Federal and state attorneys general must take action to end marijuana standoff, promote public and mental health
FOR RELEASE May 2, 2013
STATEMENT TO THE PRESS BY:
Patrick J. Kennedy, on behalf of Smart Approaches to Marijuana (Project SAM)
Lead Sponsor of Mental Health and Addiction Equity Act (D)
Congressman Andy Harris, MD
Medical Doctor, U.S. Representative Andy Harris from Maryland’s 1st district (R)
(Washington, D.C.) – At a Congressional briefing held to capacity on April 26, 2012, former Congressman Patrick J. Kennedy (D-RI) was presented with 40,000 signatures from around the world urging the U.S. government to support drug prevention efforts and oppose legalization. These signatures were presented to the Office of Rep. Andy Harris (R-MD).

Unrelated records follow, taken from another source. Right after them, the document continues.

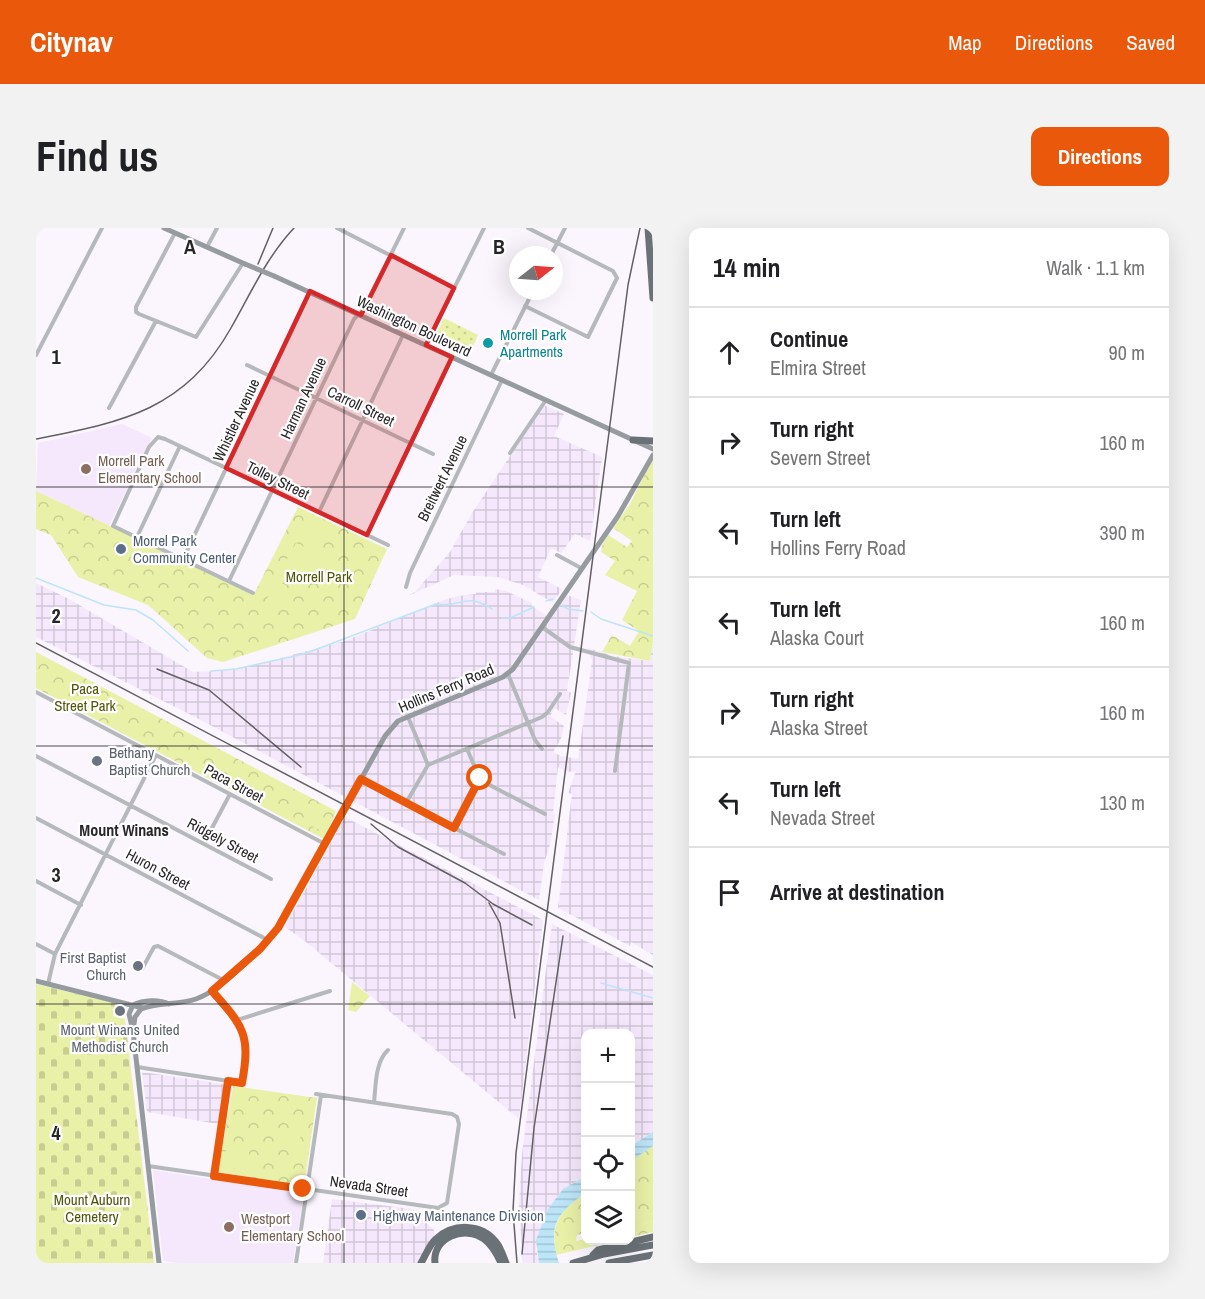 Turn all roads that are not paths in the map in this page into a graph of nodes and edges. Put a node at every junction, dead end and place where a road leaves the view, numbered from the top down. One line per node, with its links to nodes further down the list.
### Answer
1 (102, 228): 24 (street)
2 (164, 228): 10 (street, Washington Boulevard)
3 (217, 228): 12 (street)
4 (337, 228): 13 (street)
5 (404, 228): 13 (street, Harman Avenue)
6 (484, 228): 15 (street)
7 (528, 228): 11 (street)
8 (565, 228): 11 (street)
9 (648, 228): 17 (highway)
10 (175, 232): 12 (street, Washington Boulevard); 21 (street)
11 (557, 244): 19 (street)
12 (207, 247): 14 (street, Washington Boulevard)
13 (391, 255): 15 (street); 20 (street, Harman Avenue)
14 (244, 263): 16 (street, Washington Boulevard, bridge); 21 (street)
15 (454, 288): 23 (street)
16 (310, 291): 20 (street, Washington Boulevard); 28 (street, Whistler Avenue)
17 (653, 296)
18 (528, 300): 19 (street)
19 (525, 306): 27 (street)
20 (358, 314): 22 (street, Washington Boulevard); 30 (street, Harman Avenue)
21 (156, 321): 32 (street)
22 (404, 334): 23 (street, Washington Boulevard); 33 (street)
23 (426, 345): 25 (street, Washington Boulevard)
24 (36, 355)
25 (452, 357): 27 (street, Washington Boulevard); 36 (street)
26 (247, 365): 28 (street, Carroll Street)
27 (491, 375): 29 (street, Washington Boulevard)
28 (270, 376): 30 (street, Carroll Street); 42 (street, Whistler Avenue)
29 (502, 380): 31 (street, Washington Boulevard); 52 (street, Breitwert Avenue)
30 (317, 398): 33 (street, Carroll Street); 43 (street, Harman Avenue)
31 (546, 400): 34 (street, Washington Boulevard); 39 (street)
32 (110, 408)
33 (363, 420): 36 (street, Carroll Street); 44 (street)
34 (633, 440): 35 (highway); 38 (street, Washington Boulevard)
35 (653, 441)
36 (411, 443): 40 (street, Carroll Street); 45 (street)
37 (180, 446): 42 (street, Tolley Street); 46 (street); 46 (street, Tolley Street)
38 (653, 449)
39 (510, 453)
40 (433, 454)
41 (653, 455): 50 (street, Hollins Ferry Road)
42 (226, 468): 43 (street, Tolley Street); 49 (street, Whistler Avenue)
43 (273, 490): 44 (street, Tolley Street); 51 (street, Harman Avenue)
44 (320, 513): 45 (street, Tolley Street)
45 (367, 535): 47 (street, Tolley Street)
46 (137, 537): 49 (street)
47 (387, 545)
48 (557, 555): 50 (street)
49 (183, 560): 51 (street)
50 (581, 568): 54 (street, Hollins Ferry Road)
51 (229, 582): 53 (street)
52 (406, 586)
53 (253, 593)
54 (542, 627): 55 (street, Hollins Ferry Road); 65 (street)
55 (508, 674): 58 (street, Hollins Ferry Road); 59 (street)
56 (36, 692): 62 (street, Paca Street)
57 (560, 694): 59 (street)
58 (408, 717): 64 (street); 67 (street, Hollins Ferry Road)
59 (527, 724): 60 (street); 61 (street)
60 (467, 749): 64 (street); 66 (street)
61 (542, 749)
62 (156, 755): 68 (street, Paca Street); 70 (street)
63 (36, 756): 70 (street, Ridgely Street)
64 (428, 765): 69 (street)
65 (615, 771)
66 (480, 778): 71 (street); 73 (street)
67 (361, 779): 69 (street); 75 (street, Hollins Ferry Road)
68 (230, 794): 74 (street); 75 (street, Paca Street)
69 (406, 803): 73 (street)
70 (131, 805): 74 (street, Ridgely Street); 77 (street)
71 (545, 814)
72 (36, 818): 77 (street, Huron Street)
73 (454, 828): 76 (street)
74 (204, 843): 78 (street, Ridgely Street)
75 (326, 844): 81 (street, Hollins Ferry Road)
76 (504, 854)
77 (107, 855): 80 (street); 81 (street, Huron Street)
78 (271, 879)
79 (36, 881): 80 (street)
80 (81, 905): 83 (street)
81 (268, 940): 86 (street, Hollins Ferry Road)
82 (36, 944): 83 (street)
83 (55, 954): 87 (street)
84 (142, 969): 86 (street)
85 (36, 981): 87 (street, Hollins Ferry Road)
86 (225, 981): 88 (street, Hollins Ferry Road)
87 (48, 984): 91 (street, Hollins Ferry Road)
88 (212, 991): 90 (street, Hollins Ferry Road); 93 (street)
89 (330, 992): 93 (street)
90 (169, 1004): 91 (street, Hollins Ferry Road); 92 (street, Hollins Ferry Road)
91 (133, 1005): 92 (street, Hollins Ferry Road); 94 (street)
92 (141, 1009): 94 (street)
93 (237, 1020): 97 (street)
94 (133, 1031): 96 (street)
95 (388, 1050): 98 (street)
96 (137, 1066): 97 (street); 99 (street)
97 (228, 1081): 100 (street)
98 (374, 1102): 101 (street); 101 (street, Nevada Street)
99 (148, 1166): 100 (street, Nevada Street); 106 (street)
100 (214, 1176): 101 (street, Nevada Street)
101 (307, 1189): 107 (street)
102 (653, 1236): 105 (highway)
103 (653, 1245): 105 (highway)
104 (653, 1255): 113 (highway)
105 (589, 1259): 112 (highway)
106 (159, 1263)
107 (296, 1263)
108 (421, 1263): 111 (highway)
109 (435, 1263): 110 (highway)
110 (501, 1263)
111 (506, 1263)
112 (573, 1263)
113 (609, 1263) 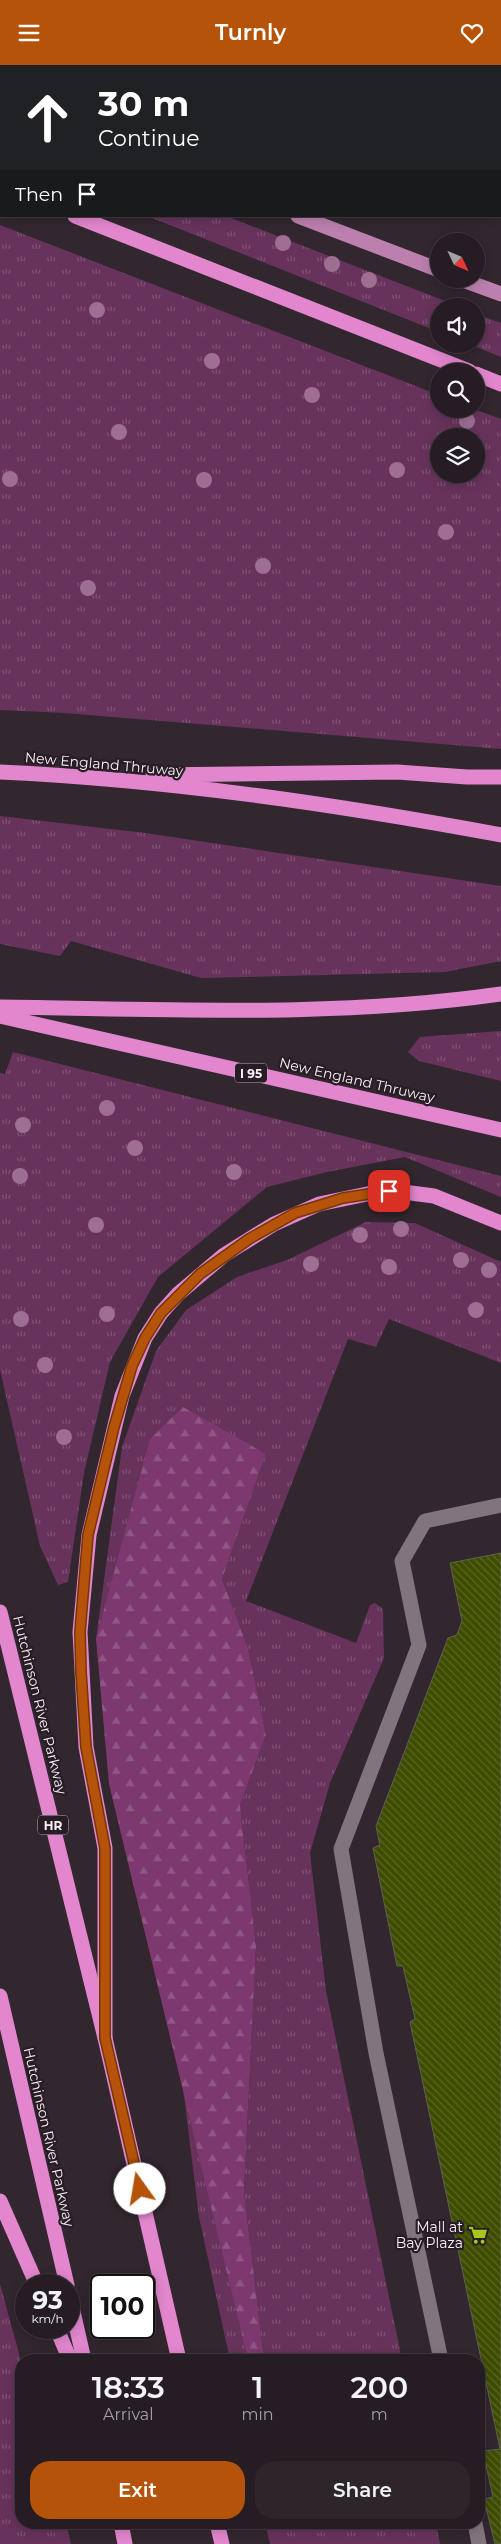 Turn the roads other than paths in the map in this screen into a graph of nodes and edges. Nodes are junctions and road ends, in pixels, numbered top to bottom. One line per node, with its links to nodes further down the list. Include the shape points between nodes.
1 (78, 217): 6 (highway)
2 (301, 217): 3 (main road)
3 (430, 267)
4 (485, 288): 5 (main road)
5 (501, 294)
6 (449, 363)
7 (485, 378): 8 (highway)
8 (501, 384)
9 (0, 772): 10 (highway, New England Thruway)
10 (78, 776): 11 (highway, via 397,772); 12 (highway, New England Thruway, via 244,792)
11 (501, 777)
12 (501, 835)
13 (501, 994): 14 (highway, via 410,1005 332,1009)
14 (0, 1007)
15 (0, 1016): 16 (highway, New England Thruway / I 95)
16 (501, 1130)
17 (501, 1223): 21 (highway, via 434,1196 411,1193 389,1191 319,1204 274,1224 224,1255 178,1294 145,1338 122,1396 88,1535 80,1632 86,1747 105,1848)
18 (501, 1505): 30 (lane, via 425,1521 402,1561 419,1645 341,1849 376,2053)
19 (0, 1612): 21 (highway, Hutchinson River Parkway / HR)
20 (0, 1996): 24 (highway, Hutchinson River Parkway)
21 (105, 2038): 29 (highway, Hutchinson River Parkway / HR)
22 (0, 2201): 23 (highway)
23 (32, 2274)
24 (64, 2274)
25 (61, 2339): 27 (highway)
26 (79, 2339): 28 (highway)
27 (67, 2354)
28 (83, 2354)
29 (178, 2354)
30 (440, 2354)
31 (122, 2529): 34 (highway)
32 (218, 2529): 35 (highway)
33 (476, 2529): 36 (lane)
34 (126, 2544)
35 (222, 2544)
36 (480, 2544)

Since November, when Colorado passed an initiative to legalize marijuana, state and federal officials have been in a standoff. Clearly, states may not legalize marijuana production, sales, and use without violating federal law. And most importantly, doing so would not only violate the law, it would threaten safety and public health, especially mental health. Supporting marijuana legalization is completely inconsistent with supporting a robust mental health system.
Congressman Andy Harris, MD (R-MD) questioned Attorney General Eric Holder on April 18, 2013 during a Committee on Appropriations hearing about the discrepancy which has arisen between the new Colorado and Washington laws vis-à-vis the federal Controlled Substances Act (CSA) regarding recreational usage of marijuana. Congressman Harris addressed the possibility of the CSA preempting both state laws and urged the Department of Justice to enforce the CSA which would send a clear message to America’s youth that this drug is not safe.
“As a physician I understand the importance of making therapeutic pharmaceutical agents available to those who could benefit,” said Congressman Harris. “Efforts to isolate and identify components of marijuana that have therapeutic usefulness should be done expeditiously – but that shouldn’t mean widespread use of marijuana itself outside of validated clinical trials.”
Attorney General Eric Holder and White House Drug Policy Director Gil Kerlikowske have just placed Colorado state officials on notice that it is state officials’ responsibility to uphold federal law. At a National Press Club luncheon address on April 17, 2013, National Drug Control Policy Director Gil Kerlikowske said, “No state, no executive can nullify a statute that has been passed by Congress. . . . Let’s be clear: law enforcement officers take an oath of office to uphold federal law and they are going to continue to pursue drug traffickers and drug dealers.” http://www.rawstory.com/rs/2013/04/17/drug-czar-no-state-can-nullify-federal-marijuana-ban/ (emphasis added)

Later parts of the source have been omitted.